Il y avait un roi voisin qui envoya des ambassadeurs à Guinguet pour une affaire importante. La reine, selon sa coutume, ne voulut pas que Tity parût devant les ambassadeurs. Elle lui dit d'aller dans une belle maison de campagne qui appartenait au roi, parce que, ajouta-t-elle, les ambassadeurs voudront sans doute voir cette maison, et il faudra que vous en fassiez les honneurs. Quand Tity fut parti, la reine prépara tout pour recevoir les ambassadeurs sans qu'il lui en coûtât beaucoup. Elle prit une jupe de velours et la donna aux tailleurs pour faire les deux derrières d'un habit à Guinguet et à Mirtil; on fit les devants de cet habit en velours neuf; car la reine pensait que, le roi et le prince étant assis, on ne verrait pas le derrière de leurs habits. Afin de les rendre magnifiques, elle prit les diamants qu'on avait trouvés dans les nèfles, pour servir de boutons à l'habit du roi; elle attacha à son chapeau le diamant qui avait été trouvé dans l'oeuf, et les petits qui étaient sortis des noisettes furent employés à faire des boutons à l'habit de Mirtil, et une pièce, un collier et des noeuds de manches à la reine. Véritablement ils éblouissaient avec tous ces diamants. Guinguet et sa femme se mirent sur le trône, et Mirtil se mit à leurs pieds; mais à peine les ambassadeurs furent-ils dans la chambre, que les diamants disparurent, et il n'y eut plus que des nèfles, des noisettes et un oeuf.

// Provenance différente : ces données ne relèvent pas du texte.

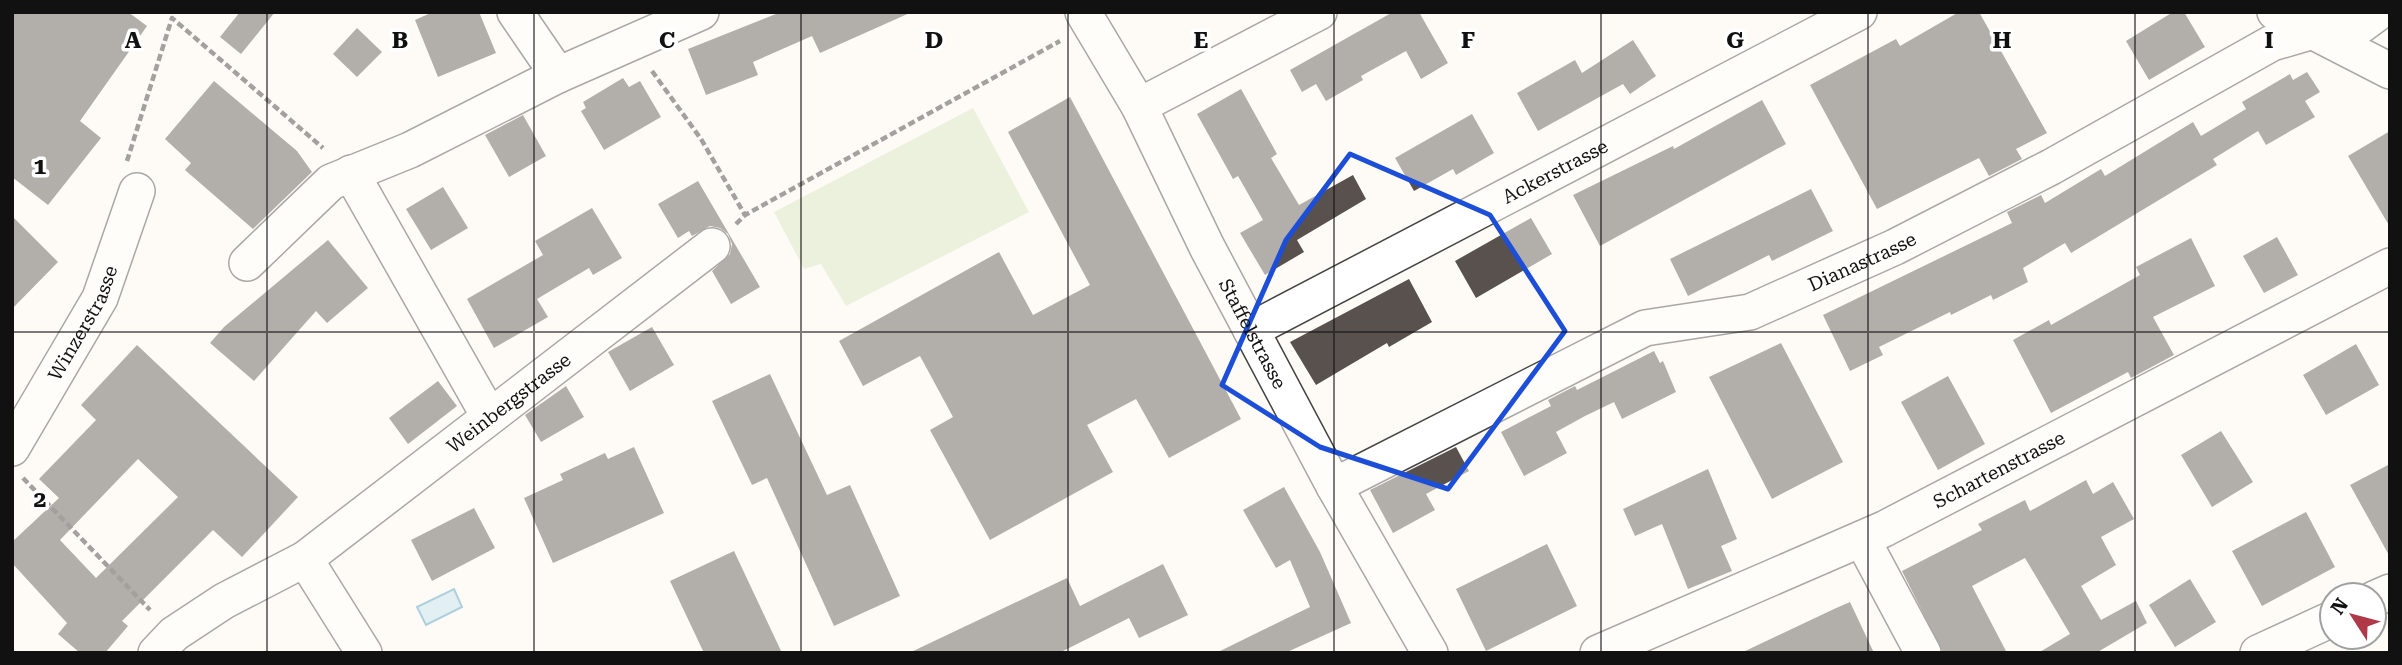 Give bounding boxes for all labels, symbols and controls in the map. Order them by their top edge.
text: A [125,27,142,54]
text: B [392,27,408,54]
text: C [659,27,675,54]
text: D [925,27,943,54]
text: E [1194,27,1208,54]
text: F [1461,27,1475,54]
text: G [1726,27,1744,54]
text: H [1993,27,2012,54]
text: I [2264,27,2274,54]
street label: Ackerstrasse [1498,134,1612,208]
text: 1 [34,153,47,180]
street label: Dianastrasse [1805,227,1920,296]
street label: Winzerstrasse [43,262,122,384]
street label: Staffelstrasse [1214,275,1292,393]
street label: Weinbergstrasse [442,348,575,457]
street label: Schartenstrasse [1929,426,2069,513]
text: 2 [34,486,46,513]
north arrow [2318,581,2388,651]
text: N [2326,593,2353,619] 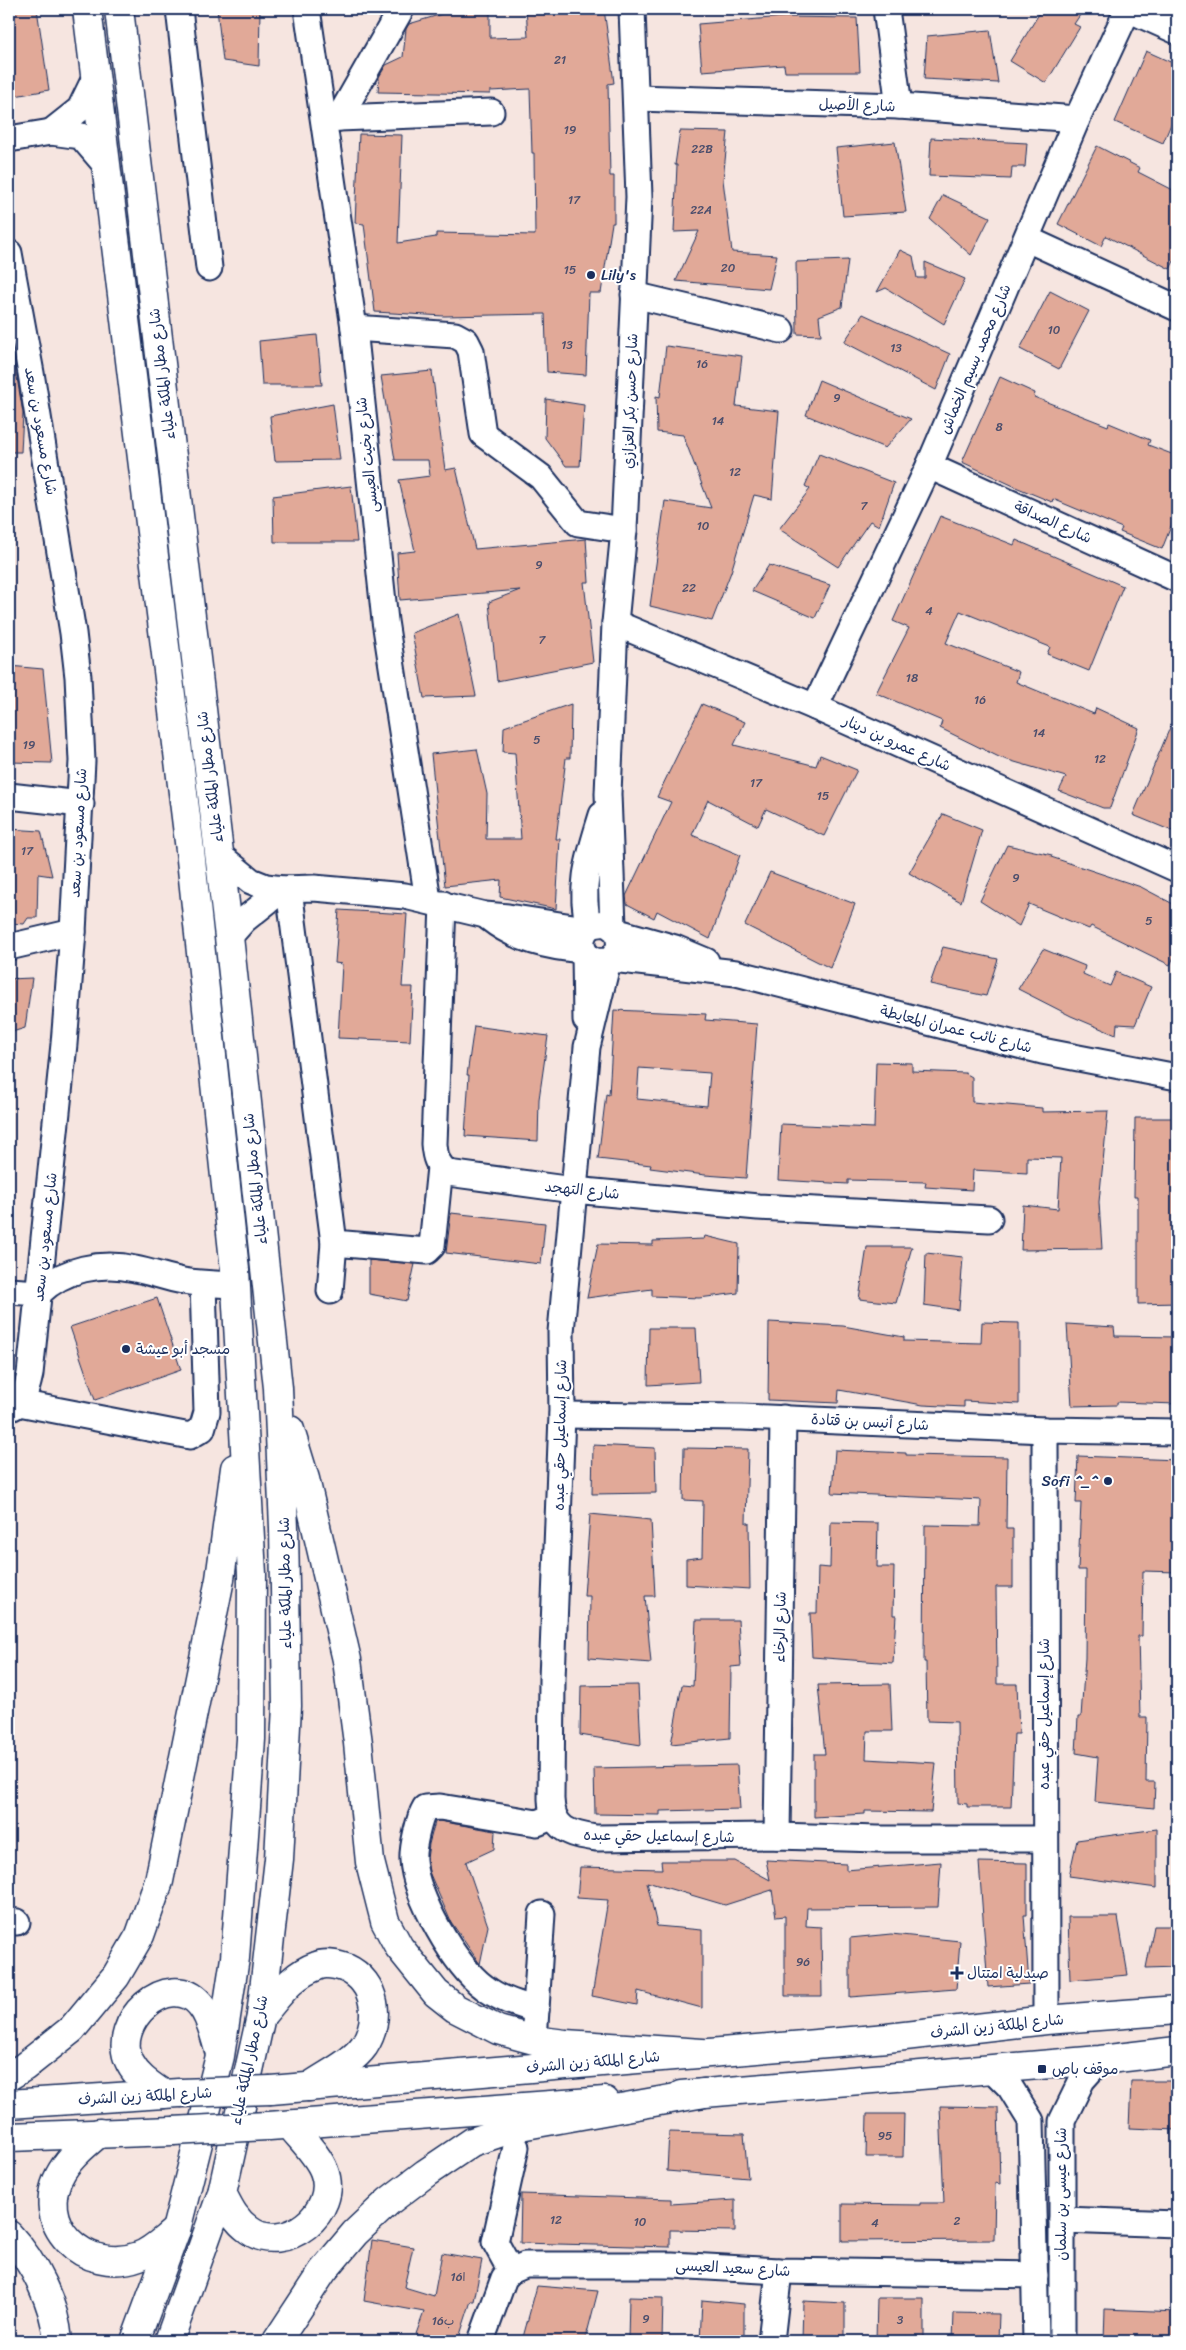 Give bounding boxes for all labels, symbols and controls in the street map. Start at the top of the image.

Les ambassadeurs crurent que Guinguet s'était habillé d'une manière si ridicule pour faire affront à leur maître; ils sortirent tout en colère, et dirent que leur maître leur apprendrait qu'il n'était pas un roi de nèfles.

On eut beau les rappeler, ils ne voulurent rien écouter et s'en retournèrent dans leur pays. Guinguet et sa femme restèrent fort honteux et fort en colère.

–C'est Tity qui nous a joué ce tour, dit-elle au roi quand il fut seul avec elle; il faut le déshériter et laisser notre couronne à Mirtil.

–J'y consens de tout mon coeur, dit le roi.

En même temps ils entendirent une voix qui leur dit:

–Si vous êtes assez méchants pour le faire, je vous casserai tous les os les uns après les autres.

Ils eurent une grande peur d'entendre cette voix, car ils ne savaient pas que l'Éveillé était dans leur cabinet, et qu'il avait entendu leur conversation. Ils n'osèrent donc faire aucun mal à Tity, mais ils faisaient chercher la vieille de tous les côtés pour la faire mourir, et ils étaient au désespoir de ce qu'on ne pouvait la trouver.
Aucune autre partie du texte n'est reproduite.